**What is required**
Only an exact copy of the entries will serve as the answer.

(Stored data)
....................
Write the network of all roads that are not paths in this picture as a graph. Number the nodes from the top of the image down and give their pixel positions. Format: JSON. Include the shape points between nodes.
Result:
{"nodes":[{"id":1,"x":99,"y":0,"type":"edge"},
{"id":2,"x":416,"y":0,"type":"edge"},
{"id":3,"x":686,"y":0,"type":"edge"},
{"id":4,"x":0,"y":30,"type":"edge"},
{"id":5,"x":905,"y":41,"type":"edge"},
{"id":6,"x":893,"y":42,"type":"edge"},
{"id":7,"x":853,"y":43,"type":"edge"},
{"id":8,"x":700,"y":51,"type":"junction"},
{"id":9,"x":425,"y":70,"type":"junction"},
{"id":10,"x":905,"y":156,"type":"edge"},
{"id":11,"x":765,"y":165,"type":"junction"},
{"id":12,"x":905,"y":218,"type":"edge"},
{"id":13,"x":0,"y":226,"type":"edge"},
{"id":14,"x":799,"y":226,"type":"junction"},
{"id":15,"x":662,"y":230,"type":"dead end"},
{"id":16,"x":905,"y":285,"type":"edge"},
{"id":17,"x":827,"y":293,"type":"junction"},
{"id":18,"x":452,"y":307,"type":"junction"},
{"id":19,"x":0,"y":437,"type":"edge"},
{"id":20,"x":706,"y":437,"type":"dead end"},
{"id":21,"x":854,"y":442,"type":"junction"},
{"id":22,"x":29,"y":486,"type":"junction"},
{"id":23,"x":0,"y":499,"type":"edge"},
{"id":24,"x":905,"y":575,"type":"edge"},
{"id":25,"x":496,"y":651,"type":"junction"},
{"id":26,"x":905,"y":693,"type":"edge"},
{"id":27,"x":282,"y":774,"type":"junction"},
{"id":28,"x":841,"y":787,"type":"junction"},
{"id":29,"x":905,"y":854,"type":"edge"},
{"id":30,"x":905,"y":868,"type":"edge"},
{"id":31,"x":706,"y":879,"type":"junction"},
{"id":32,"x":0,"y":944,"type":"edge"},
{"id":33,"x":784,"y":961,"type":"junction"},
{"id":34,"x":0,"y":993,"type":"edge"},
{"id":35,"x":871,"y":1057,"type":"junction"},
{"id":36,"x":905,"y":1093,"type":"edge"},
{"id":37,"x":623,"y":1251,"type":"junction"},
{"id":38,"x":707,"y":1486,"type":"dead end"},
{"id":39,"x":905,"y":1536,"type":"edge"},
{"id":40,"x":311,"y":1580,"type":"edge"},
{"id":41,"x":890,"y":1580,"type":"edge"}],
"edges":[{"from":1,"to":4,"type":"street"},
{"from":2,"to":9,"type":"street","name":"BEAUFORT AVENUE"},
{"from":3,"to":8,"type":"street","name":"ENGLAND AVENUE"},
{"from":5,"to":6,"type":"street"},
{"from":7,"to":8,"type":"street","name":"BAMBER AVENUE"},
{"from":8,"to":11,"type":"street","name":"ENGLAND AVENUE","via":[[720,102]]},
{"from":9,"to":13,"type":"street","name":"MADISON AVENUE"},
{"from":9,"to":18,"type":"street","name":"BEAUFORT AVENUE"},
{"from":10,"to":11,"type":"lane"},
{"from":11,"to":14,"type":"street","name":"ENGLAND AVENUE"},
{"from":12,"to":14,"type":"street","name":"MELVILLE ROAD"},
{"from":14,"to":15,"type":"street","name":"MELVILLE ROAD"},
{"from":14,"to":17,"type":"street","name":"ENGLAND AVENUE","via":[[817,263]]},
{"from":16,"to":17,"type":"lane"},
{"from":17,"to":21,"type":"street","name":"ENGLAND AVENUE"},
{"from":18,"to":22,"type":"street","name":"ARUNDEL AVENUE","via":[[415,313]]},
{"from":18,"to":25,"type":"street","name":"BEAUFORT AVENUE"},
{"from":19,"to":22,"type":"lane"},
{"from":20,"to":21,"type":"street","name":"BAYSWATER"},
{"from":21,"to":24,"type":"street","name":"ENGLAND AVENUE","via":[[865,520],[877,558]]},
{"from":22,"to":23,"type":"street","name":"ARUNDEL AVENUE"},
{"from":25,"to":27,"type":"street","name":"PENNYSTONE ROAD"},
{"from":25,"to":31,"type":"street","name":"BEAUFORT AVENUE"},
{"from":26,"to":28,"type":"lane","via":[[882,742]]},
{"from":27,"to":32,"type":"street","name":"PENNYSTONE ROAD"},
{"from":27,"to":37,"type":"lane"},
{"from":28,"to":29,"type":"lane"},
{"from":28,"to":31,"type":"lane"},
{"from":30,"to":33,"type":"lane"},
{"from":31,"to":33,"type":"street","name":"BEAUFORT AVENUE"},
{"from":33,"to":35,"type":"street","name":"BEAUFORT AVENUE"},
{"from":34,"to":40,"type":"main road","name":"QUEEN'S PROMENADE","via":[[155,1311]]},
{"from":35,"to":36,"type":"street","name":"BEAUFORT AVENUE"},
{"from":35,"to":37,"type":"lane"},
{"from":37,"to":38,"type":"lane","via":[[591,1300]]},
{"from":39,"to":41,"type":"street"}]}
....................
**Task result**
Write the network of all roads that are not paths in this picture as a graph. Number the nodes from the top of the image down and give their pixel positions. Format: JSON. Include the shape points between nodes.
Result:
{"nodes":[{"id":1,"x":99,"y":0,"type":"edge"},
{"id":2,"x":416,"y":0,"type":"edge"},
{"id":3,"x":686,"y":0,"type":"edge"},
{"id":4,"x":0,"y":30,"type":"edge"},
{"id":5,"x":905,"y":41,"type":"edge"},
{"id":6,"x":893,"y":42,"type":"edge"},
{"id":7,"x":853,"y":43,"type":"edge"},
{"id":8,"x":700,"y":51,"type":"junction"},
{"id":9,"x":425,"y":70,"type":"junction"},
{"id":10,"x":905,"y":156,"type":"edge"},
{"id":11,"x":765,"y":165,"type":"junction"},
{"id":12,"x":905,"y":218,"type":"edge"},
{"id":13,"x":0,"y":226,"type":"edge"},
{"id":14,"x":799,"y":226,"type":"junction"},
{"id":15,"x":662,"y":230,"type":"dead end"},
{"id":16,"x":905,"y":285,"type":"edge"},
{"id":17,"x":827,"y":293,"type":"junction"},
{"id":18,"x":452,"y":307,"type":"junction"},
{"id":19,"x":0,"y":437,"type":"edge"},
{"id":20,"x":706,"y":437,"type":"dead end"},
{"id":21,"x":854,"y":442,"type":"junction"},
{"id":22,"x":29,"y":486,"type":"junction"},
{"id":23,"x":0,"y":499,"type":"edge"},
{"id":24,"x":905,"y":575,"type":"edge"},
{"id":25,"x":496,"y":651,"type":"junction"},
{"id":26,"x":905,"y":693,"type":"edge"},
{"id":27,"x":282,"y":774,"type":"junction"},
{"id":28,"x":841,"y":787,"type":"junction"},
{"id":29,"x":905,"y":854,"type":"edge"},
{"id":30,"x":905,"y":868,"type":"edge"},
{"id":31,"x":706,"y":879,"type":"junction"},
{"id":32,"x":0,"y":944,"type":"edge"},
{"id":33,"x":784,"y":961,"type":"junction"},
{"id":34,"x":0,"y":993,"type":"edge"},
{"id":35,"x":871,"y":1057,"type":"junction"},
{"id":36,"x":905,"y":1093,"type":"edge"},
{"id":37,"x":623,"y":1251,"type":"junction"},
{"id":38,"x":707,"y":1486,"type":"dead end"},
{"id":39,"x":905,"y":1536,"type":"edge"},
{"id":40,"x":311,"y":1580,"type":"edge"},
{"id":41,"x":890,"y":1580,"type":"edge"}],
"edges":[{"from":1,"to":4,"type":"street"},
{"from":2,"to":9,"type":"street","name":"BEAUFORT AVENUE"},
{"from":3,"to":8,"type":"street","name":"ENGLAND AVENUE"},
{"from":5,"to":6,"type":"street"},
{"from":7,"to":8,"type":"street","name":"BAMBER AVENUE"},
{"from":8,"to":11,"type":"street","name":"ENGLAND AVENUE","via":[[720,102]]},
{"from":9,"to":13,"type":"street","name":"MADISON AVENUE"},
{"from":9,"to":18,"type":"street","name":"BEAUFORT AVENUE"},
{"from":10,"to":11,"type":"lane"},
{"from":11,"to":14,"type":"street","name":"ENGLAND AVENUE"},
{"from":12,"to":14,"type":"street","name":"MELVILLE ROAD"},
{"from":14,"to":15,"type":"street","name":"MELVILLE ROAD"},
{"from":14,"to":17,"type":"street","name":"ENGLAND AVENUE","via":[[817,263]]},
{"from":16,"to":17,"type":"lane"},
{"from":17,"to":21,"type":"street","name":"ENGLAND AVENUE"},
{"from":18,"to":22,"type":"street","name":"ARUNDEL AVENUE","via":[[415,313]]},
{"from":18,"to":25,"type":"street","name":"BEAUFORT AVENUE"},
{"from":19,"to":22,"type":"lane"},
{"from":20,"to":21,"type":"street","name":"BAYSWATER"},
{"from":21,"to":24,"type":"street","name":"ENGLAND AVENUE","via":[[865,520],[877,558]]},
{"from":22,"to":23,"type":"street","name":"ARUNDEL AVENUE"},
{"from":25,"to":27,"type":"street","name":"PENNYSTONE ROAD"},
{"from":25,"to":31,"type":"street","name":"BEAUFORT AVENUE"},
{"from":26,"to":28,"type":"lane","via":[[882,742]]},
{"from":27,"to":32,"type":"street","name":"PENNYSTONE ROAD"},
{"from":27,"to":37,"type":"lane"},
{"from":28,"to":29,"type":"lane"},
{"from":28,"to":31,"type":"lane"},
{"from":30,"to":33,"type":"lane"},
{"from":31,"to":33,"type":"street","name":"BEAUFORT AVENUE"},
{"from":33,"to":35,"type":"street","name":"BEAUFORT AVENUE"},
{"from":34,"to":40,"type":"main road","name":"QUEEN'S PROMENADE","via":[[155,1311]]},
{"from":35,"to":36,"type":"street","name":"BEAUFORT AVENUE"},
{"from":35,"to":37,"type":"lane"},
{"from":37,"to":38,"type":"lane","via":[[591,1300]]},
{"from":39,"to":41,"type":"street"}]}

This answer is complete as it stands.